Every single entry that follows is to be retyped exactly.

• **Collected data entries**:
-- -- --
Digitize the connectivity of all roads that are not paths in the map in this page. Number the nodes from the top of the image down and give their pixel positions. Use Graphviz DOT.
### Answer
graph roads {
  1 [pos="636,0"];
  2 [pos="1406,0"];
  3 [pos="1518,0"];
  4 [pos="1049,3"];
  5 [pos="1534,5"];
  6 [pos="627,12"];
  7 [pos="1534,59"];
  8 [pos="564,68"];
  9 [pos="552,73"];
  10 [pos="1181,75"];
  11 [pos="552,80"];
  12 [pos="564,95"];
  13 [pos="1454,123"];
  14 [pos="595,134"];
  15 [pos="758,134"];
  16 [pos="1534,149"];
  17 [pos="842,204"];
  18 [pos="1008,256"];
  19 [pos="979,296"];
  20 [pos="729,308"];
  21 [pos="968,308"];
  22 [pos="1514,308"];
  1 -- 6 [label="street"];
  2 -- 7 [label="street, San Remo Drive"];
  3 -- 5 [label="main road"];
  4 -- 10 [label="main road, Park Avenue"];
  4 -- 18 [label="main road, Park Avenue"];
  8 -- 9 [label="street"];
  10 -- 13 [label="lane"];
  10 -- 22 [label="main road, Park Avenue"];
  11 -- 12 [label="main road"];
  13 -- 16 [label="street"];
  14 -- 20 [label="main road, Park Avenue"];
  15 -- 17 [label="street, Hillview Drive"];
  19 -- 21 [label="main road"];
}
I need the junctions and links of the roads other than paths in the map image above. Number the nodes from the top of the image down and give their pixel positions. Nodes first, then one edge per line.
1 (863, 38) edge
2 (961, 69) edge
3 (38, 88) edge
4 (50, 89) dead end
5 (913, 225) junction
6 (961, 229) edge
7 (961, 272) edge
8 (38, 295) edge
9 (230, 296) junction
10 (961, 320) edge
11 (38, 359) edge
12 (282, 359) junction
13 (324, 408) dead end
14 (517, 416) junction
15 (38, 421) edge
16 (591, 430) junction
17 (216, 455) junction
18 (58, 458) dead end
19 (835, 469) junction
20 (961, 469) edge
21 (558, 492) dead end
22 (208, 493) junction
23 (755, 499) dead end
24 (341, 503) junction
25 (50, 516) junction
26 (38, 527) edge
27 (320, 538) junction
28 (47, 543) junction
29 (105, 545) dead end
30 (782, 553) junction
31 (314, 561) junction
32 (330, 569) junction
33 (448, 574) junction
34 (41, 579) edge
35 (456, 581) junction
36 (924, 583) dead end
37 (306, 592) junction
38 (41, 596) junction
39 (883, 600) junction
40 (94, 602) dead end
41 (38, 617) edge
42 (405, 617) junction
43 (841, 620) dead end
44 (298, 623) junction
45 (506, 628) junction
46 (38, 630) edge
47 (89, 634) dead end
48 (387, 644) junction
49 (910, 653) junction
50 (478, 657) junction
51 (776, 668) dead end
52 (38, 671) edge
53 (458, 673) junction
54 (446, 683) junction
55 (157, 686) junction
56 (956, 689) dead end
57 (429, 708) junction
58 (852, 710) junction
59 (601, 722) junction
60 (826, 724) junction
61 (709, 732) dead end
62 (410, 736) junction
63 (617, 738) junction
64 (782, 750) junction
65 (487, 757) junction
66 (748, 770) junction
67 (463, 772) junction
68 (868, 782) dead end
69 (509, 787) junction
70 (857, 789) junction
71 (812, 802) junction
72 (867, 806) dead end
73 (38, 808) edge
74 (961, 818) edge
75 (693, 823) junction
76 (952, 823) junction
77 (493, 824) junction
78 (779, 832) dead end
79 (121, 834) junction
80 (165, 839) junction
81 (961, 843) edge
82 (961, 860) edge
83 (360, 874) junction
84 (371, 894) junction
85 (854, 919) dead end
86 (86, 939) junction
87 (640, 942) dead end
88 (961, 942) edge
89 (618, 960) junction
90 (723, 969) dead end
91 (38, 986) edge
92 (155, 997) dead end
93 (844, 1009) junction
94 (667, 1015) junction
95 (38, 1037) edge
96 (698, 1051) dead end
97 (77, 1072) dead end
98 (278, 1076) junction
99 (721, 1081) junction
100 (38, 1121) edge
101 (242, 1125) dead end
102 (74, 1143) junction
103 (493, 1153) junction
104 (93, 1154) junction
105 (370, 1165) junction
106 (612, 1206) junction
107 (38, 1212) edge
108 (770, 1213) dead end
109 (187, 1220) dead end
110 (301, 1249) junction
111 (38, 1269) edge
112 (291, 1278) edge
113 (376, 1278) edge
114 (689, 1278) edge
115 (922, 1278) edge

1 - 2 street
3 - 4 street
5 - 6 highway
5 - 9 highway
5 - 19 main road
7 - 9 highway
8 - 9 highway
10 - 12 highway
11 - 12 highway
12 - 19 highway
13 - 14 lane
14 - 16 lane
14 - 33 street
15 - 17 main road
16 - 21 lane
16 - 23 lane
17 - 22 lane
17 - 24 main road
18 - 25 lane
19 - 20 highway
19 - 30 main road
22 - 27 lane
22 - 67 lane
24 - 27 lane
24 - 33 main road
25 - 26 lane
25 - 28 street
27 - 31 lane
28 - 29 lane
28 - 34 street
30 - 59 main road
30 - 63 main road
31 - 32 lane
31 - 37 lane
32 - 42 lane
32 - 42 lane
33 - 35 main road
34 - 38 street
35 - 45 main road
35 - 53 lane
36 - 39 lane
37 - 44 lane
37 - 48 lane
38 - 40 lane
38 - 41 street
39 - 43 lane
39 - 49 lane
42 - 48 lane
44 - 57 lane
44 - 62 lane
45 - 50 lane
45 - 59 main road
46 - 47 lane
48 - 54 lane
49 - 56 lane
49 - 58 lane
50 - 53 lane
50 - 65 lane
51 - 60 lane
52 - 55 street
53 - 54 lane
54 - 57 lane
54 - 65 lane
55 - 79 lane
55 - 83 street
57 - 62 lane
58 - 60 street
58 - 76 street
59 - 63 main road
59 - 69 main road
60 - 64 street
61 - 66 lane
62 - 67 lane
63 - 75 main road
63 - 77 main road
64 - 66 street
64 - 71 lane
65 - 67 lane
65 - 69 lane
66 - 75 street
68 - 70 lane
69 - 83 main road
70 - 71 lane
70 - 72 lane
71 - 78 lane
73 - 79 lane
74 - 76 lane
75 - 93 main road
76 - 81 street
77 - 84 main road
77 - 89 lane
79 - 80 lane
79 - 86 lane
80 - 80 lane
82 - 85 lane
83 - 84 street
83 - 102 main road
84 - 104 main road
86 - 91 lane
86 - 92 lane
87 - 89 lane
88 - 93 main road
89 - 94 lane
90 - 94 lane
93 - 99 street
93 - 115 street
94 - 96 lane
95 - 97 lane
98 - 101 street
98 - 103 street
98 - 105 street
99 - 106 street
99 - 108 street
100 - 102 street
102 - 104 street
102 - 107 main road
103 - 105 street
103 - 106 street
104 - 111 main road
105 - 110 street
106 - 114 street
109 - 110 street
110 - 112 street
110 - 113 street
-- -- --
• **RESPONSE TO THE TASK**:
Digitize the connectivity of all roads that are not paths in the map in this page. Number the nodes from the top of the image down and give their pixel positions. Use Graphviz DOT.
### Answer
graph roads {
  1 [pos="636,0"];
  2 [pos="1406,0"];
  3 [pos="1518,0"];
  4 [pos="1049,3"];
  5 [pos="1534,5"];
  6 [pos="627,12"];
  7 [pos="1534,59"];
  8 [pos="564,68"];
  9 [pos="552,73"];
  10 [pos="1181,75"];
  11 [pos="552,80"];
  12 [pos="564,95"];
  13 [pos="1454,123"];
  14 [pos="595,134"];
  15 [pos="758,134"];
  16 [pos="1534,149"];
  17 [pos="842,204"];
  18 [pos="1008,256"];
  19 [pos="979,296"];
  20 [pos="729,308"];
  21 [pos="968,308"];
  22 [pos="1514,308"];
  1 -- 6 [label="street"];
  2 -- 7 [label="street, San Remo Drive"];
  3 -- 5 [label="main road"];
  4 -- 10 [label="main road, Park Avenue"];
  4 -- 18 [label="main road, Park Avenue"];
  8 -- 9 [label="street"];
  10 -- 13 [label="lane"];
  10 -- 22 [label="main road, Park Avenue"];
  11 -- 12 [label="main road"];
  13 -- 16 [label="street"];
  14 -- 20 [label="main road, Park Avenue"];
  15 -- 17 [label="street, Hillview Drive"];
  19 -- 21 [label="main road"];
}
I need the junctions and links of the roads other than paths in the map image above. Number the nodes from the top of the image down and give their pixel positions. Nodes first, then one edge per line.
1 (863, 38) edge
2 (961, 69) edge
3 (38, 88) edge
4 (50, 89) dead end
5 (913, 225) junction
6 (961, 229) edge
7 (961, 272) edge
8 (38, 295) edge
9 (230, 296) junction
10 (961, 320) edge
11 (38, 359) edge
12 (282, 359) junction
13 (324, 408) dead end
14 (517, 416) junction
15 (38, 421) edge
16 (591, 430) junction
17 (216, 455) junction
18 (58, 458) dead end
19 (835, 469) junction
20 (961, 469) edge
21 (558, 492) dead end
22 (208, 493) junction
23 (755, 499) dead end
24 (341, 503) junction
25 (50, 516) junction
26 (38, 527) edge
27 (320, 538) junction
28 (47, 543) junction
29 (105, 545) dead end
30 (782, 553) junction
31 (314, 561) junction
32 (330, 569) junction
33 (448, 574) junction
34 (41, 579) edge
35 (456, 581) junction
36 (924, 583) dead end
37 (306, 592) junction
38 (41, 596) junction
39 (883, 600) junction
40 (94, 602) dead end
41 (38, 617) edge
42 (405, 617) junction
43 (841, 620) dead end
44 (298, 623) junction
45 (506, 628) junction
46 (38, 630) edge
47 (89, 634) dead end
48 (387, 644) junction
49 (910, 653) junction
50 (478, 657) junction
51 (776, 668) dead end
52 (38, 671) edge
53 (458, 673) junction
54 (446, 683) junction
55 (157, 686) junction
56 (956, 689) dead end
57 (429, 708) junction
58 (852, 710) junction
59 (601, 722) junction
60 (826, 724) junction
61 (709, 732) dead end
62 (410, 736) junction
63 (617, 738) junction
64 (782, 750) junction
65 (487, 757) junction
66 (748, 770) junction
67 (463, 772) junction
68 (868, 782) dead end
69 (509, 787) junction
70 (857, 789) junction
71 (812, 802) junction
72 (867, 806) dead end
73 (38, 808) edge
74 (961, 818) edge
75 (693, 823) junction
76 (952, 823) junction
77 (493, 824) junction
78 (779, 832) dead end
79 (121, 834) junction
80 (165, 839) junction
81 (961, 843) edge
82 (961, 860) edge
83 (360, 874) junction
84 (371, 894) junction
85 (854, 919) dead end
86 (86, 939) junction
87 (640, 942) dead end
88 (961, 942) edge
89 (618, 960) junction
90 (723, 969) dead end
91 (38, 986) edge
92 (155, 997) dead end
93 (844, 1009) junction
94 (667, 1015) junction
95 (38, 1037) edge
96 (698, 1051) dead end
97 (77, 1072) dead end
98 (278, 1076) junction
99 (721, 1081) junction
100 (38, 1121) edge
101 (242, 1125) dead end
102 (74, 1143) junction
103 (493, 1153) junction
104 (93, 1154) junction
105 (370, 1165) junction
106 (612, 1206) junction
107 (38, 1212) edge
108 (770, 1213) dead end
109 (187, 1220) dead end
110 (301, 1249) junction
111 (38, 1269) edge
112 (291, 1278) edge
113 (376, 1278) edge
114 (689, 1278) edge
115 (922, 1278) edge

1 - 2 street
3 - 4 street
5 - 6 highway
5 - 9 highway
5 - 19 main road
7 - 9 highway
8 - 9 highway
10 - 12 highway
11 - 12 highway
12 - 19 highway
13 - 14 lane
14 - 16 lane
14 - 33 street
15 - 17 main road
16 - 21 lane
16 - 23 lane
17 - 22 lane
17 - 24 main road
18 - 25 lane
19 - 20 highway
19 - 30 main road
22 - 27 lane
22 - 67 lane
24 - 27 lane
24 - 33 main road
25 - 26 lane
25 - 28 street
27 - 31 lane
28 - 29 lane
28 - 34 street
30 - 59 main road
30 - 63 main road
31 - 32 lane
31 - 37 lane
32 - 42 lane
32 - 42 lane
33 - 35 main road
34 - 38 street
35 - 45 main road
35 - 53 lane
36 - 39 lane
37 - 44 lane
37 - 48 lane
38 - 40 lane
38 - 41 street
39 - 43 lane
39 - 49 lane
42 - 48 lane
44 - 57 lane
44 - 62 lane
45 - 50 lane
45 - 59 main road
46 - 47 lane
48 - 54 lane
49 - 56 lane
49 - 58 lane
50 - 53 lane
50 - 65 lane
51 - 60 lane
52 - 55 street
53 - 54 lane
54 - 57 lane
54 - 65 lane
55 - 79 lane
55 - 83 street
57 - 62 lane
58 - 60 street
58 - 76 street
59 - 63 main road
59 - 69 main road
60 - 64 street
61 - 66 lane
62 - 67 lane
63 - 75 main road
63 - 77 main road
64 - 66 street
64 - 71 lane
65 - 67 lane
65 - 69 lane
66 - 75 street
68 - 70 lane
69 - 83 main road
70 - 71 lane
70 - 72 lane
71 - 78 lane
73 - 79 lane
74 - 76 lane
75 - 93 main road
76 - 81 street
77 - 84 main road
77 - 89 lane
79 - 80 lane
79 - 86 lane
80 - 80 lane
82 - 85 lane
83 - 84 street
83 - 102 main road
84 - 104 main road
86 - 91 lane
86 - 92 lane
87 - 89 lane
88 - 93 main road
89 - 94 lane
90 - 94 lane
93 - 99 street
93 - 115 street
94 - 96 lane
95 - 97 lane
98 - 101 street
98 - 103 street
98 - 105 street
99 - 106 street
99 - 108 street
100 - 102 street
102 - 104 street
102 - 107 main road
103 - 105 street
103 - 106 street
104 - 111 main road
105 - 110 street
106 - 114 street
109 - 110 street
110 - 112 street
110 - 113 street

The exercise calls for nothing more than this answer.